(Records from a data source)
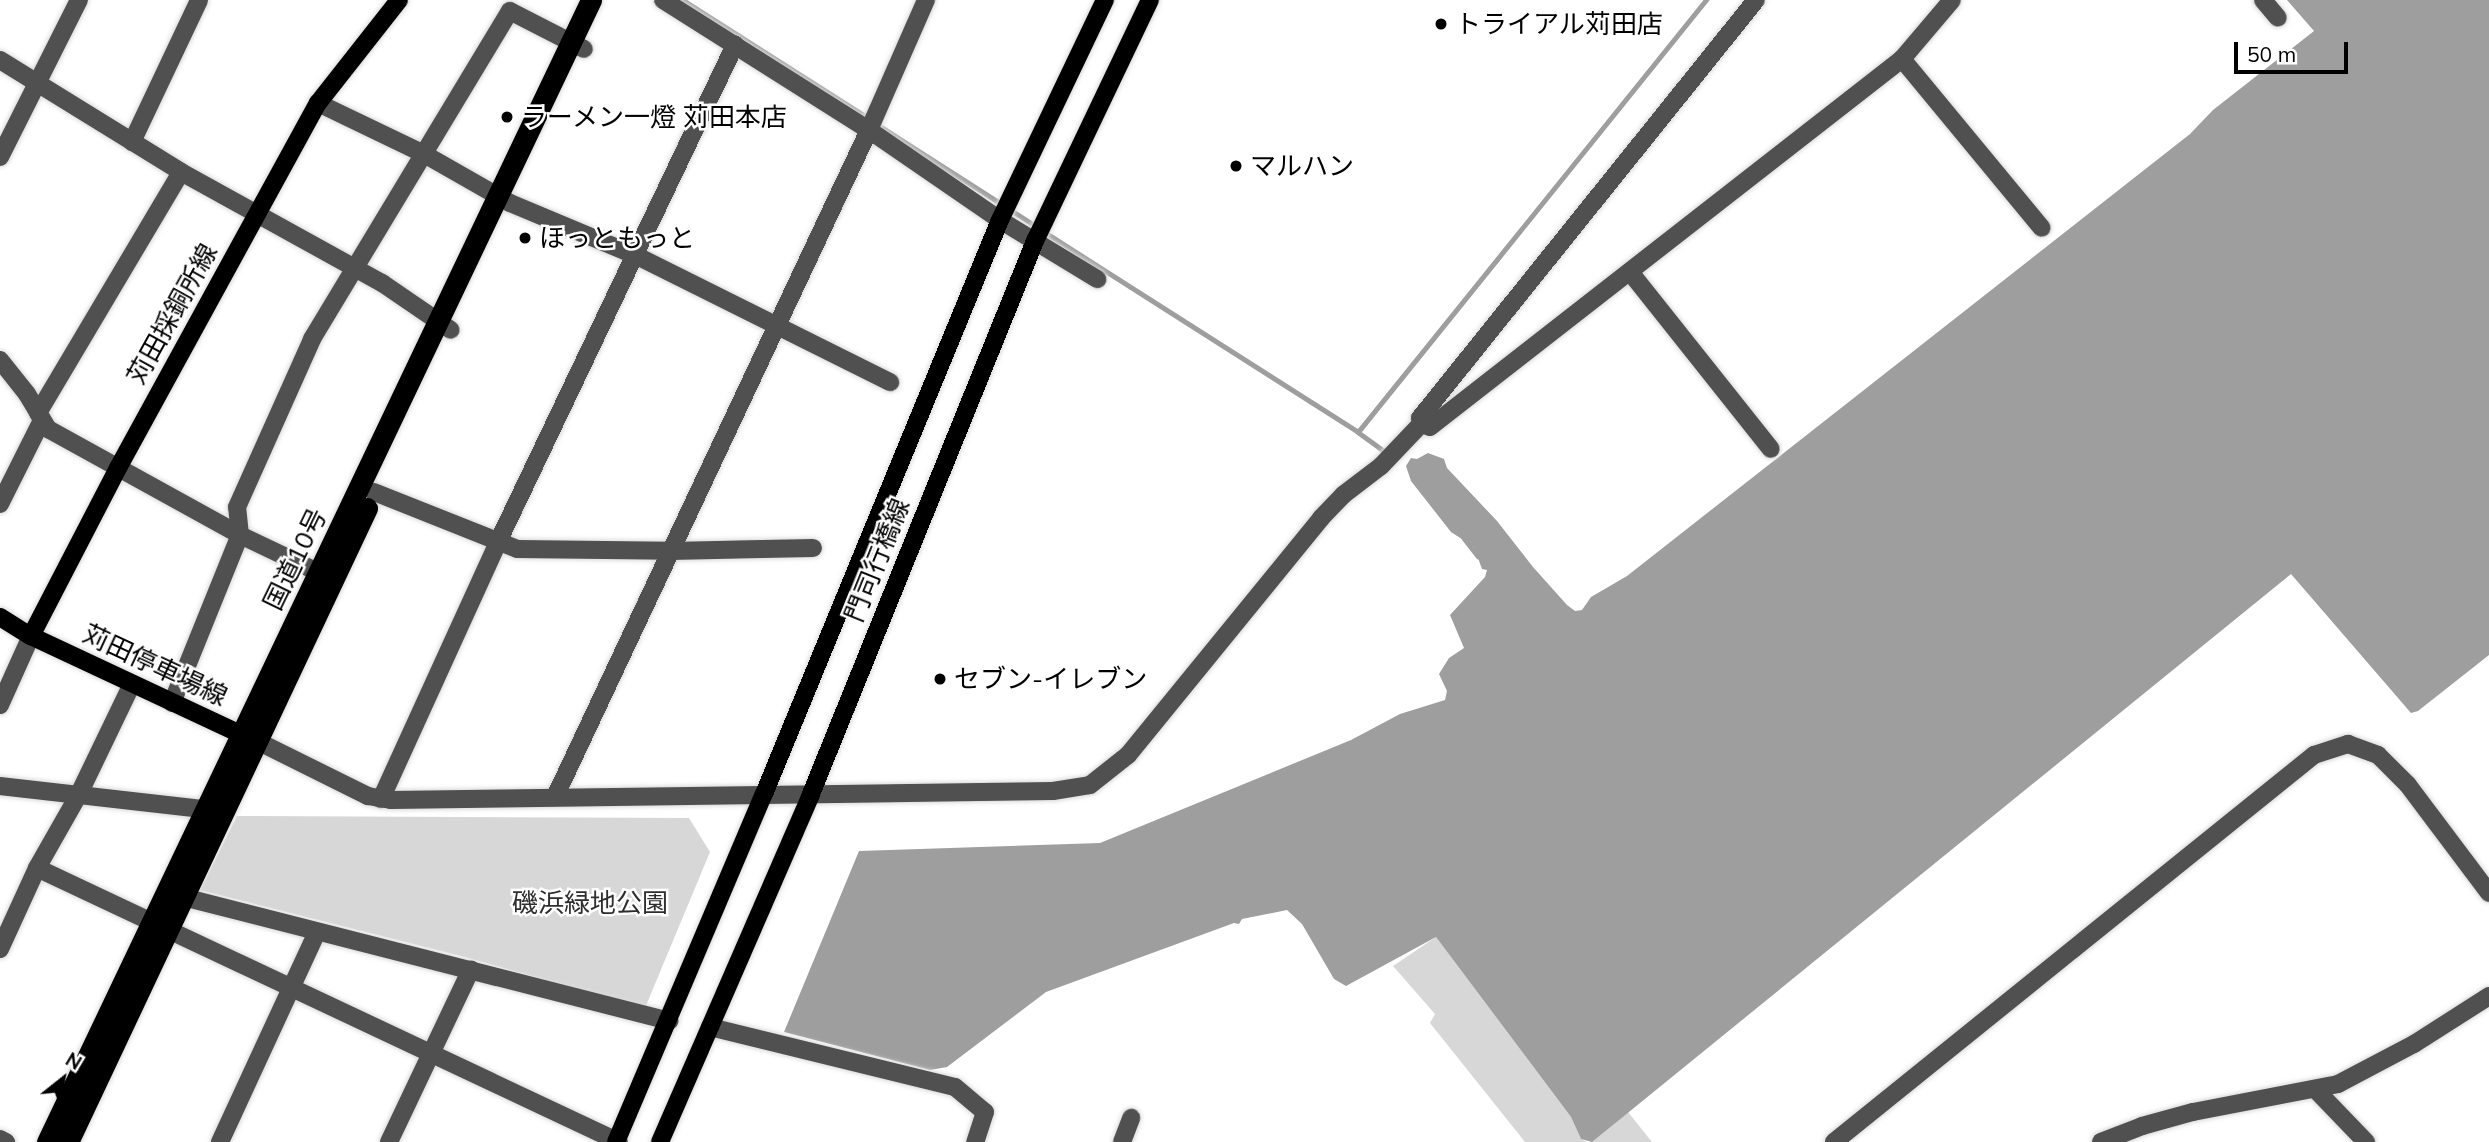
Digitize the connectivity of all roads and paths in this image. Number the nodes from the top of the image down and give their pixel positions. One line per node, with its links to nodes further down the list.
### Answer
1 (79, 0): 18 (street)
2 (199, 0): 21 (street)
3 (399, 0): 19 (main road, 苅田採銅所線)
4 (591, 0): 15 (highway, 国道10号)
5 (608, 0): 15 (highway, 国道10号)
6 (663, 0): 14 (street)
7 (926, 0): 20 (street)
8 (1105, 0): 27 (main road, 門司行橋線)
9 (1150, 0): 29 (main road, 門司行橋線)
10 (1756, 0): 39 (street)
11 (1952, 0): 16 (street)
12 (2263, 0): 13 (street)
13 (2278, 19)
14 (735, 45): 20 (street); 30 (street)
15 (578, 46): 22 (street); 25 (highway, 国道10号)
16 (1902, 59): 28 (street); 32 (street)
17 (0, 60): 18 (street)
18 (38, 82): 21 (street); 23 (street)
19 (318, 103): 22 (street); 26 (main road, 苅田採銅所線)
20 (869, 130): 27 (street); 34 (street)
21 (132, 142): 24 (street)
22 (424, 154): 25 (street); 31 (street)
23 (0, 157)
24 (181, 172): 26 (street); 38 (street)
25 (504, 200): 30 (street); 35 (highway, 国道10号)
26 (258, 212): 31 (street); 41 (main road, 苅田採銅所線)
27 (1000, 220): 29 (street); 57 (main road, 門司行橋線)
28 (2042, 228)
29 (1035, 241): 33 (street); 58 (main road, 門司行橋線)
30 (637, 256): 34 (street); 45 (street)
31 (354, 267): 35 (street); 44 (street)
32 (1630, 272): 39 (street); 40 (street)
33 (1097, 279)
34 (775, 325): 37 (street); 47 (street)
35 (445, 326): 42 (highway, 国道10号); 48 (highway, 国道10号)
36 (0, 360): 38 (street)
37 (890, 382)
38 (40, 417): 41 (street); 43 (street)
39 (1421, 424): 58 (street)
40 (1772, 449)
41 (118, 468): 44 (street); 50 (main road, 苅田採銅所線)
42 (374, 492): 45 (street); 48 (highway, 国道10号)
43 (0, 503)
44 (240, 535): 48 (street); 52 (street)
45 (498, 542): 47 (street); 60 (street)
46 (813, 548): 47 (street)
47 (670, 551): 59 (street)
48 (327, 577): 54 (highway, 国道10号)
49 (0, 617): 50 (main road)
50 (31, 636): 51 (main road, 苅田停車場線); 53 (street)
51 (132, 684): 52 (main road, 苅田停車場線); 56 (street)
52 (172, 703): 54 (main road, 苅田停車場線)
53 (0, 705)
54 (249, 738): 60 (street); 61 (highway, 国道10号)
55 (0, 786): 56 (street)
56 (79, 794): 61 (street); 62 (street)
57 (764, 794): 58 (street); 59 (street); 71 (main road, 門司行橋線)
58 (811, 794): 72 (main road, 門司行橋線)
59 (555, 797): 60 (street)
60 (381, 799)
61 (216, 810): 64 (highway, 国道10号); 65 (highway, 国道10号)
62 (37, 868): 65 (street); 67 (street)
63 (2489, 893): 86 (street)
64 (183, 897): 65 (highway, 国道10号); 66 (street)
65 (161, 925): 69 (street); 78 (highway, 国道10号); 79 (highway, 国道10号)
66 (317, 932): 68 (street); 69 (street)
67 (0, 948)
68 (471, 970): 71 (street); 73 (street)
69 (292, 986): 73 (street); 80 (street)
70 (2489, 996): 74 (street)
71 (668, 1021): 82 (main road, 門司行橋線)
72 (710, 1027): 83 (main road, 門司行橋線); 84 (street)
73 (431, 1053): 81 (street); 82 (street)
74 (2315, 1089): 87 (street); 88 (street)
75 (1131, 1118): 85 (street)
76 (0, 1139): 77 (street)
77 (6, 1142)
78 (47, 1142)
79 (68, 1142)
80 (220, 1142)
81 (389, 1142)
82 (617, 1142)
83 (660, 1142)
84 (975, 1142)
85 (1122, 1142)
86 (1834, 1142)
87 (2101, 1142)
88 (2367, 1142)

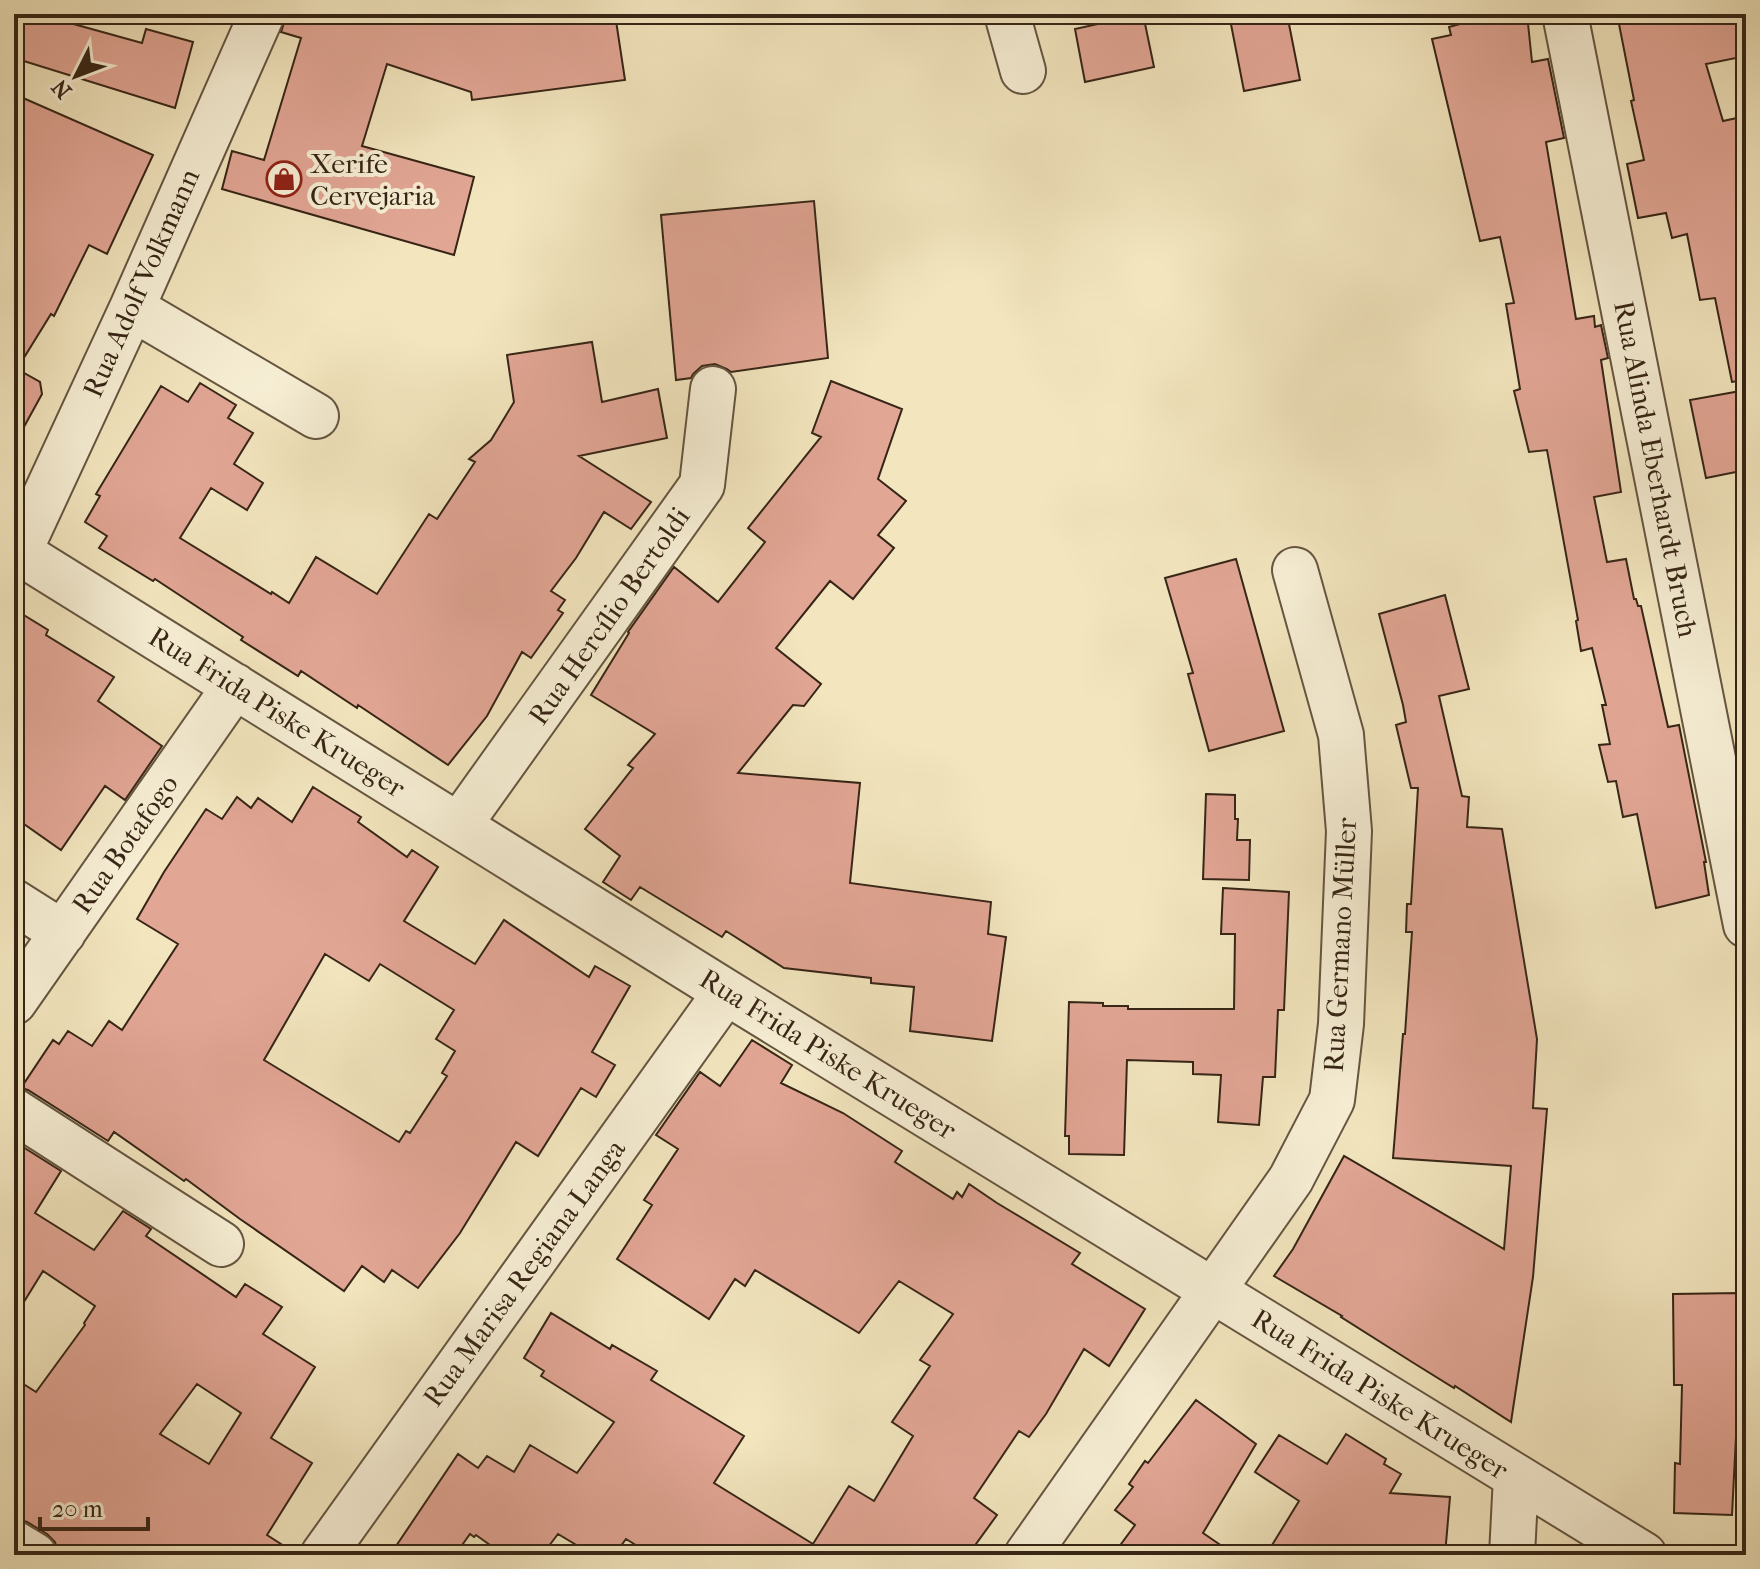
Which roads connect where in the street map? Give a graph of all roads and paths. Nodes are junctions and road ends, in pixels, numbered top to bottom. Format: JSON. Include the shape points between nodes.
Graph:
{"nodes":[{"id":1,"x":262,"y":14,"type":"edge"},
{"id":2,"x":1007,"y":14,"type":"edge"},
{"id":3,"x":1565,"y":14,"type":"edge"},
{"id":4,"x":1023,"y":71,"type":"dead end"},
{"id":5,"x":132,"y":308,"type":"junction"},
{"id":6,"x":713,"y":389,"type":"dead end"},
{"id":7,"x":316,"y":416,"type":"dead end"},
{"id":8,"x":16,"y":550,"type":"edge"},
{"id":9,"x":1295,"y":570,"type":"dead end"},
{"id":10,"x":235,"y":686,"type":"junction"},
{"id":11,"x":459,"y":825,"type":"junction"},
{"id":12,"x":14,"y":902,"type":"edge"},
{"id":13,"x":1746,"y":925,"type":"edge"},
{"id":14,"x":63,"y":933,"type":"junction"},
{"id":15,"x":726,"y":992,"type":"junction"},
{"id":16,"x":14,"y":1002,"type":"edge"},
{"id":17,"x":14,"y":1111,"type":"edge"},
{"id":18,"x":221,"y":1244,"type":"dead end"},
{"id":19,"x":1213,"y":1292,"type":"junction"},
{"id":20,"x":1516,"y":1477,"type":"junction"},
{"id":21,"x":14,"y":1543,"type":"edge"},
{"id":22,"x":34,"y":1555,"type":"edge"},
{"id":23,"x":323,"y":1555,"type":"edge"},
{"id":24,"x":1027,"y":1555,"type":"edge"},
{"id":25,"x":1512,"y":1555,"type":"edge"},
{"id":26,"x":1644,"y":1555,"type":"edge"}],
"edges":[{"from":1,"to":5,"type":"street","name":"Rua Adolf Volkmann"},
{"from":2,"to":4,"type":"street"},
{"from":3,"to":13,"type":"street","name":"Rua Alinda Eberhardt Bruch"},
{"from":5,"to":7,"type":"street"},
{"from":5,"to":8,"type":"street","name":"Rua Adolf Volkmann"},
{"from":6,"to":11,"type":"street","name":"Rua Hercílio Bertoldi","via":[[702,485]]},
{"from":8,"to":10,"type":"street","name":"Rua Frida Piske Krueger"},
{"from":9,"to":19,"type":"street","name":"Rua Germano Müller","via":[[1341,735],[1349,831],[1339,1040],[1332,1100],[1291,1179]]},
{"from":10,"to":11,"type":"street","name":"Rua Frida Piske Krueger"},
{"from":10,"to":14,"type":"street","name":"Rua Botafogo"},
{"from":11,"to":15,"type":"street","name":"Rua Frida Piske Krueger"},
{"from":12,"to":14,"type":"street"},
{"from":14,"to":16,"type":"street","name":"Rua Botafogo"},
{"from":15,"to":19,"type":"street","name":"Rua Frida Piske Krueger"},
{"from":15,"to":23,"type":"street","name":"Rua Marisa Regiana Langa"},
{"from":17,"to":18,"type":"street"},
{"from":19,"to":20,"type":"street","name":"Rua Frida Piske Krueger"},
{"from":19,"to":24,"type":"street","name":"Rua Germano Müller"},
{"from":20,"to":25,"type":"street"},
{"from":20,"to":26,"type":"street","name":"Rua Frida Piske Krueger"},
{"from":21,"to":22,"type":"street"}]}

» What the task asks
Copy out all the data exactly. The images should not appear in the copy.

» Answer section
Digitize the connectivity of all roads and paths in this image. Number the nodes from the top of the image down and give their pixel positions. One line per node, with its links to nodes further down the list.
### Answer
1 (79, 0): 18 (street)
2 (199, 0): 21 (street)
3 (399, 0): 19 (main road, 苅田採銅所線)
4 (591, 0): 15 (highway, 国道10号)
5 (608, 0): 15 (highway, 国道10号)
6 (663, 0): 14 (street)
7 (926, 0): 20 (street)
8 (1105, 0): 27 (main road, 門司行橋線)
9 (1150, 0): 29 (main road, 門司行橋線)
10 (1756, 0): 39 (street)
11 (1952, 0): 16 (street)
12 (2263, 0): 13 (street)
13 (2278, 19)
14 (735, 45): 20 (street); 30 (street)
15 (578, 46): 22 (street); 25 (highway, 国道10号)
16 (1902, 59): 28 (street); 32 (street)
17 (0, 60): 18 (street)
18 (38, 82): 21 (street); 23 (street)
19 (318, 103): 22 (street); 26 (main road, 苅田採銅所線)
20 (869, 130): 27 (street); 34 (street)
21 (132, 142): 24 (street)
22 (424, 154): 25 (street); 31 (street)
23 (0, 157)
24 (181, 172): 26 (street); 38 (street)
25 (504, 200): 30 (street); 35 (highway, 国道10号)
26 (258, 212): 31 (street); 41 (main road, 苅田採銅所線)
27 (1000, 220): 29 (street); 57 (main road, 門司行橋線)
28 (2042, 228)
29 (1035, 241): 33 (street); 58 (main road, 門司行橋線)
30 (637, 256): 34 (street); 45 (street)
31 (354, 267): 35 (street); 44 (street)
32 (1630, 272): 39 (street); 40 (street)
33 (1097, 279)
34 (775, 325): 37 (street); 47 (street)
35 (445, 326): 42 (highway, 国道10号); 48 (highway, 国道10号)
36 (0, 360): 38 (street)
37 (890, 382)
38 (40, 417): 41 (street); 43 (street)
39 (1421, 424): 58 (street)
40 (1772, 449)
41 (118, 468): 44 (street); 50 (main road, 苅田採銅所線)
42 (374, 492): 45 (street); 48 (highway, 国道10号)
43 (0, 503)
44 (240, 535): 48 (street); 52 (street)
45 (498, 542): 47 (street); 60 (street)
46 (813, 548): 47 (street)
47 (670, 551): 59 (street)
48 (327, 577): 54 (highway, 国道10号)
49 (0, 617): 50 (main road)
50 (31, 636): 51 (main road, 苅田停車場線); 53 (street)
51 (132, 684): 52 (main road, 苅田停車場線); 56 (street)
52 (172, 703): 54 (main road, 苅田停車場線)
53 (0, 705)
54 (249, 738): 60 (street); 61 (highway, 国道10号)
55 (0, 786): 56 (street)
56 (79, 794): 61 (street); 62 (street)
57 (764, 794): 58 (street); 59 (street); 71 (main road, 門司行橋線)
58 (811, 794): 72 (main road, 門司行橋線)
59 (555, 797): 60 (street)
60 (381, 799)
61 (216, 810): 64 (highway, 国道10号); 65 (highway, 国道10号)
62 (37, 868): 65 (street); 67 (street)
63 (2489, 893): 86 (street)
64 (183, 897): 65 (highway, 国道10号); 66 (street)
65 (161, 925): 69 (street); 78 (highway, 国道10号); 79 (highway, 国道10号)
66 (317, 932): 68 (street); 69 (street)
67 (0, 948)
68 (471, 970): 71 (street); 73 (street)
69 (292, 986): 73 (street); 80 (street)
70 (2489, 996): 74 (street)
71 (668, 1021): 82 (main road, 門司行橋線)
72 (710, 1027): 83 (main road, 門司行橋線); 84 (street)
73 (431, 1053): 81 (street); 82 (street)
74 (2315, 1089): 87 (street); 88 (street)
75 (1131, 1118): 85 (street)
76 (0, 1139): 77 (street)
77 (6, 1142)
78 (47, 1142)
79 (68, 1142)
80 (220, 1142)
81 (389, 1142)
82 (617, 1142)
83 (660, 1142)
84 (975, 1142)
85 (1122, 1142)
86 (1834, 1142)
87 (2101, 1142)
88 (2367, 1142)

Which roads connect where in the street map? Give a graph of all roads and paths. Nodes are junctions and road ends, in pixels, numbered top to bottom. Format: JSON. Include the shape points between nodes.
Graph:
{"nodes":[{"id":1,"x":262,"y":14,"type":"edge"},
{"id":2,"x":1007,"y":14,"type":"edge"},
{"id":3,"x":1565,"y":14,"type":"edge"},
{"id":4,"x":1023,"y":71,"type":"dead end"},
{"id":5,"x":132,"y":308,"type":"junction"},
{"id":6,"x":713,"y":389,"type":"dead end"},
{"id":7,"x":316,"y":416,"type":"dead end"},
{"id":8,"x":16,"y":550,"type":"edge"},
{"id":9,"x":1295,"y":570,"type":"dead end"},
{"id":10,"x":235,"y":686,"type":"junction"},
{"id":11,"x":459,"y":825,"type":"junction"},
{"id":12,"x":14,"y":902,"type":"edge"},
{"id":13,"x":1746,"y":925,"type":"edge"},
{"id":14,"x":63,"y":933,"type":"junction"},
{"id":15,"x":726,"y":992,"type":"junction"},
{"id":16,"x":14,"y":1002,"type":"edge"},
{"id":17,"x":14,"y":1111,"type":"edge"},
{"id":18,"x":221,"y":1244,"type":"dead end"},
{"id":19,"x":1213,"y":1292,"type":"junction"},
{"id":20,"x":1516,"y":1477,"type":"junction"},
{"id":21,"x":14,"y":1543,"type":"edge"},
{"id":22,"x":34,"y":1555,"type":"edge"},
{"id":23,"x":323,"y":1555,"type":"edge"},
{"id":24,"x":1027,"y":1555,"type":"edge"},
{"id":25,"x":1512,"y":1555,"type":"edge"},
{"id":26,"x":1644,"y":1555,"type":"edge"}],
"edges":[{"from":1,"to":5,"type":"street","name":"Rua Adolf Volkmann"},
{"from":2,"to":4,"type":"street"},
{"from":3,"to":13,"type":"street","name":"Rua Alinda Eberhardt Bruch"},
{"from":5,"to":7,"type":"street"},
{"from":5,"to":8,"type":"street","name":"Rua Adolf Volkmann"},
{"from":6,"to":11,"type":"street","name":"Rua Hercílio Bertoldi","via":[[702,485]]},
{"from":8,"to":10,"type":"street","name":"Rua Frida Piske Krueger"},
{"from":9,"to":19,"type":"street","name":"Rua Germano Müller","via":[[1341,735],[1349,831],[1339,1040],[1332,1100],[1291,1179]]},
{"from":10,"to":11,"type":"street","name":"Rua Frida Piske Krueger"},
{"from":10,"to":14,"type":"street","name":"Rua Botafogo"},
{"from":11,"to":15,"type":"street","name":"Rua Frida Piske Krueger"},
{"from":12,"to":14,"type":"street"},
{"from":14,"to":16,"type":"street","name":"Rua Botafogo"},
{"from":15,"to":19,"type":"street","name":"Rua Frida Piske Krueger"},
{"from":15,"to":23,"type":"street","name":"Rua Marisa Regiana Langa"},
{"from":17,"to":18,"type":"street"},
{"from":19,"to":20,"type":"street","name":"Rua Frida Piske Krueger"},
{"from":19,"to":24,"type":"street","name":"Rua Germano Müller"},
{"from":20,"to":25,"type":"street"},
{"from":20,"to":26,"type":"street","name":"Rua Frida Piske Krueger"},
{"from":21,"to":22,"type":"street"}]}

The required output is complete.